• [How to complete this task] Repeat the data below in full. Pictures must not be part of the copy.

START Input data

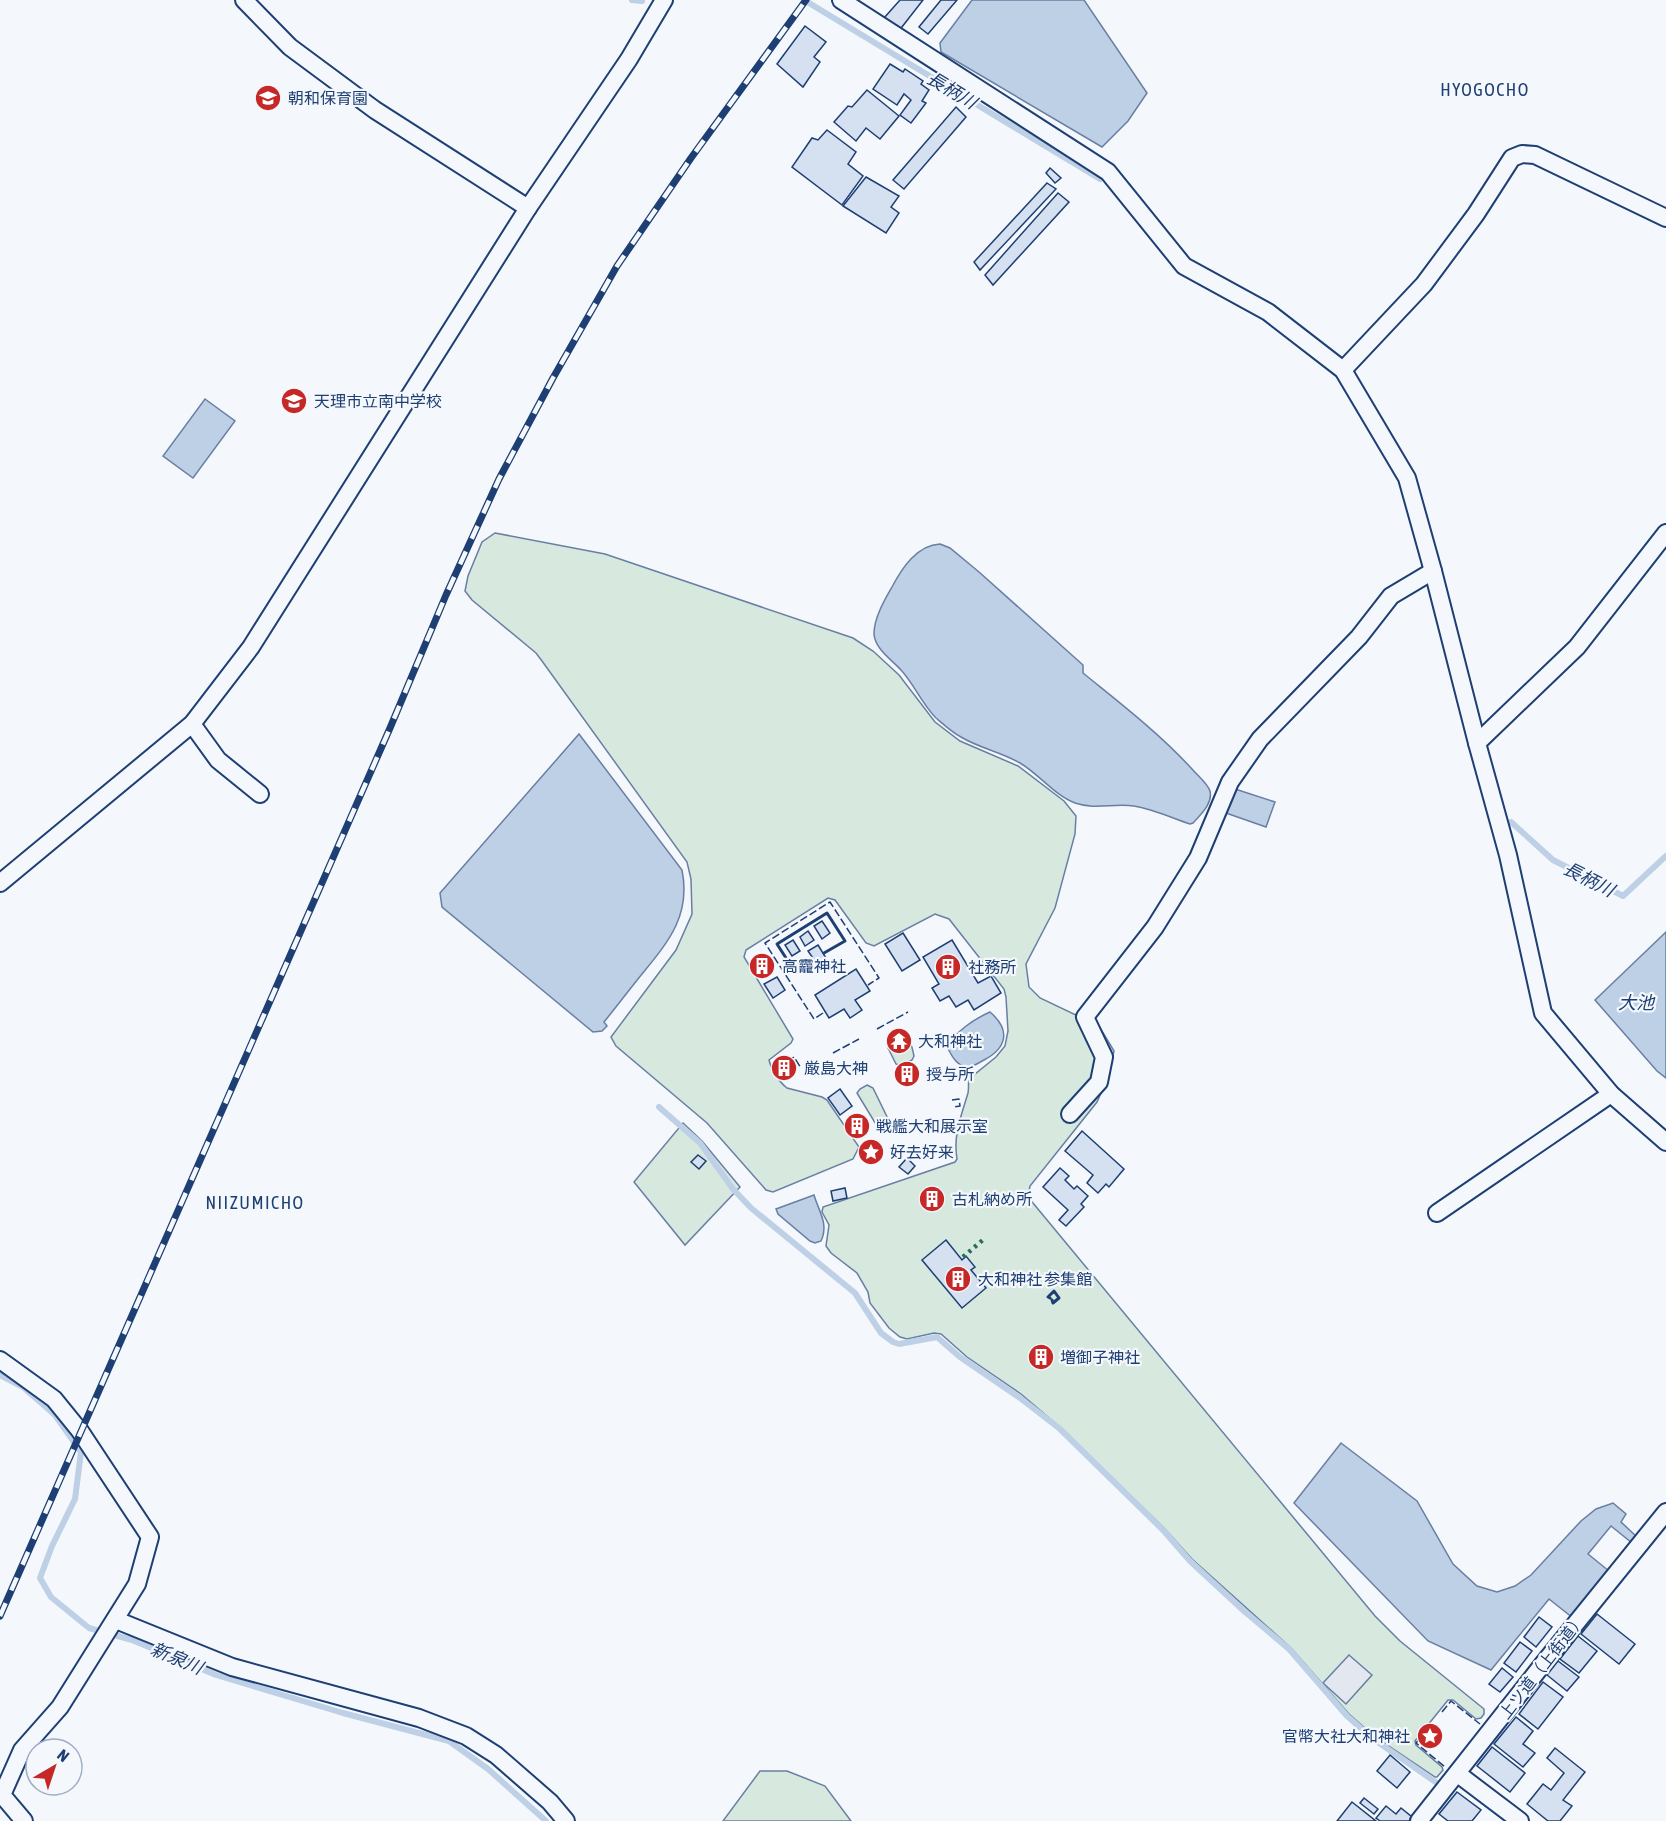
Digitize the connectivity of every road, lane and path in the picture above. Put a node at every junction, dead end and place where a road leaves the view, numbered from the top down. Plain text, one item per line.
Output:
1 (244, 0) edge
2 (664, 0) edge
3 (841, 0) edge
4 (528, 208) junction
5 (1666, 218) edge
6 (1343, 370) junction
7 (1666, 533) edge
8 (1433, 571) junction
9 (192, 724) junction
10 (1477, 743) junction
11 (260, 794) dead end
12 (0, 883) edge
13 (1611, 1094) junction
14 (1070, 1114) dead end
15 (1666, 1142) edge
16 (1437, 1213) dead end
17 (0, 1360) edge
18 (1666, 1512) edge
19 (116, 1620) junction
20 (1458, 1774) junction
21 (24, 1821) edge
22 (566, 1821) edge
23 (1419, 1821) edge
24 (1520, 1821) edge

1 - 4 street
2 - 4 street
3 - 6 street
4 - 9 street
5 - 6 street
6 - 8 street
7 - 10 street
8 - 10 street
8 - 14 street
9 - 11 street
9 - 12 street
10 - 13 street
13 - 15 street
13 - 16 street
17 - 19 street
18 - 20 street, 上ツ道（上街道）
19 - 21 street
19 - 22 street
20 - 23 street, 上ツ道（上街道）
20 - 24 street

END Input data

• [Output below]
Digitize the connectivity of every road, lane and path in the picture above. Put a node at every junction, dead end and place where a road leaves the view, numbered from the top down. Plain text, one item per line.
Output:
1 (244, 0) edge
2 (664, 0) edge
3 (841, 0) edge
4 (528, 208) junction
5 (1666, 218) edge
6 (1343, 370) junction
7 (1666, 533) edge
8 (1433, 571) junction
9 (192, 724) junction
10 (1477, 743) junction
11 (260, 794) dead end
12 (0, 883) edge
13 (1611, 1094) junction
14 (1070, 1114) dead end
15 (1666, 1142) edge
16 (1437, 1213) dead end
17 (0, 1360) edge
18 (1666, 1512) edge
19 (116, 1620) junction
20 (1458, 1774) junction
21 (24, 1821) edge
22 (566, 1821) edge
23 (1419, 1821) edge
24 (1520, 1821) edge

1 - 4 street
2 - 4 street
3 - 6 street
4 - 9 street
5 - 6 street
6 - 8 street
7 - 10 street
8 - 10 street
8 - 14 street
9 - 11 street
9 - 12 street
10 - 13 street
13 - 15 street
13 - 16 street
17 - 19 street
18 - 20 street, 上ツ道（上街道）
19 - 21 street
19 - 22 street
20 - 23 street, 上ツ道（上街道）
20 - 24 street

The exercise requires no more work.